Republicans are showing broad support for Boehner, while pushing for a softer stance on tax increases
Though there are still some tensions between House Speaker John Boehner and the most conservative members of his caucus, Republicans have been lining up in support of the House Speaker – and pushing for potential concessions on tax increases if it will secure a budget deal.
The New York Times reports this morning that given Republicans’ election night losses and the polls that show that Americans would blame the GOP if the country goes over the “fiscal cliff,” House Republicans are looking at Boehner “with the same sort of respect that adult children award their parents for the sage counsel they ignored in their younger days.”
From the Times:
On Wednesday, in a private meeting between Mr. Boehner and House Republicans, member after member spoke in support of him, in some cases saying a deal they would have rejected six months ago would most likely be taken today.
“I want to be a strong advocate and say that I am with the speaker,” said Representative Scott Rigell of Virginia, a House freshman. “I am with the leadership.”
House Majority Leader Eric Cantor, R-Va., who has occasionally undermined Boehner over the past two years, is also falling in line, signing on to Boehner’s framework for a budget deal.
“I think the presidential election has something to do with it,” said Rep. Adam Kinzinger, R-Ill. “We understand that we’re going to have to deal with Obama for four more years. Also, there is an understanding that this is a very serious situation.”
Republicans are also signaling support for increased taxes on the wealthiest Americans, if it will help them put cuts to entitlement programs into place.
From the Washington Post:
Many GOP centrists and some conservatives are calling on House Speaker John A. Boehner (R-Ohio) to concede on rates now, while he still has some leverage to demand something in return. Republicans are eager to win changes to fast-growing safety-net programs, such as raising the eligibility age for Medicare and applying a less-generous measure of inflation to Social Security benefits.

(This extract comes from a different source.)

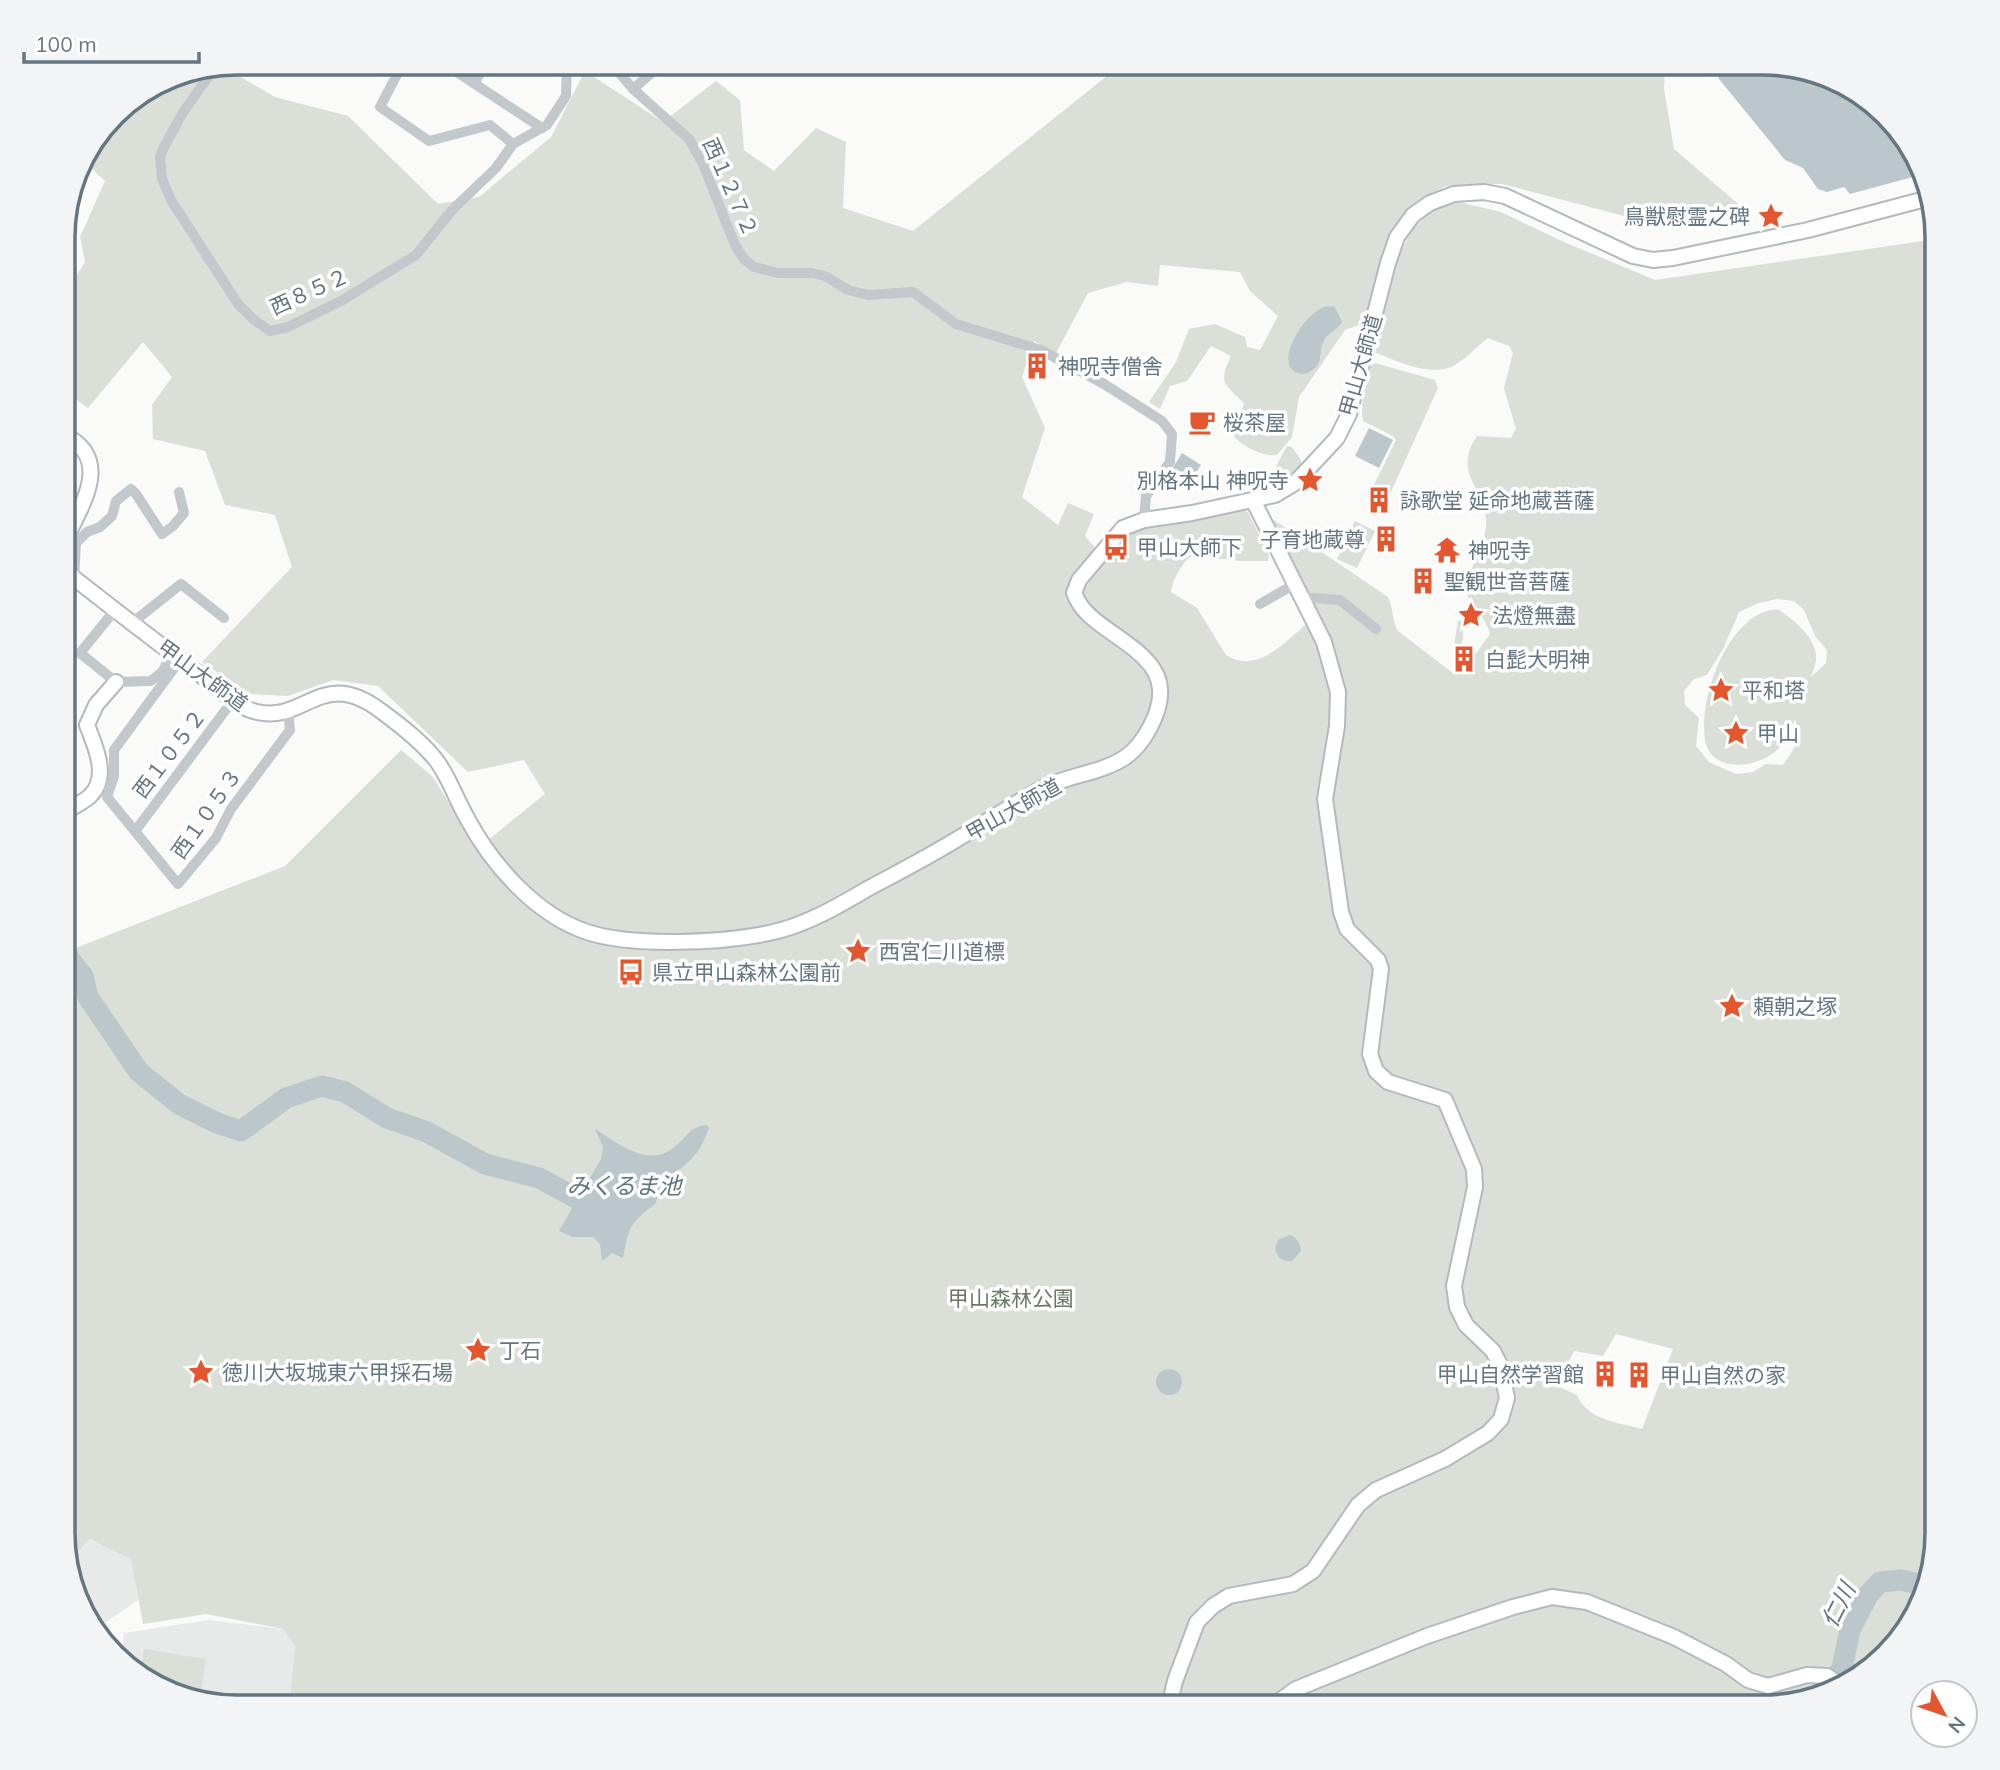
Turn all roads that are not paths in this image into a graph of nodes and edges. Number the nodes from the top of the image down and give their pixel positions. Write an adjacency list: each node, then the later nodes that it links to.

“I and some others are advocating giving the president what he wants,” said Rep. Steven C. LaTourette, R-Ohio, adding: “Quite frankly, some people in this 2 percent who call me, they’re more worried about the fiscal cliff than about the rates going up a couple points. That has bigger risk for them.”
Rep. Thomas J. Rooney, R-Fla., told the Post: “If there are truly real entitlement reforms that are going to preserve Social Security and Medicare for generations to come, it’s going to be very difficult for me to oppose” higher tax rates on the wealthiest Americans.
Even the very conservative Rep. Jeb Hensarling, R-Texas, is preparing himself for higher taxes: “The president is going to get some form or fashion of revenue. That’s baked into current law,” he said. “I didn’t vote for it. I don’t want it. But I recognize it, and House Republicans will work to minimize the damage to the economy.”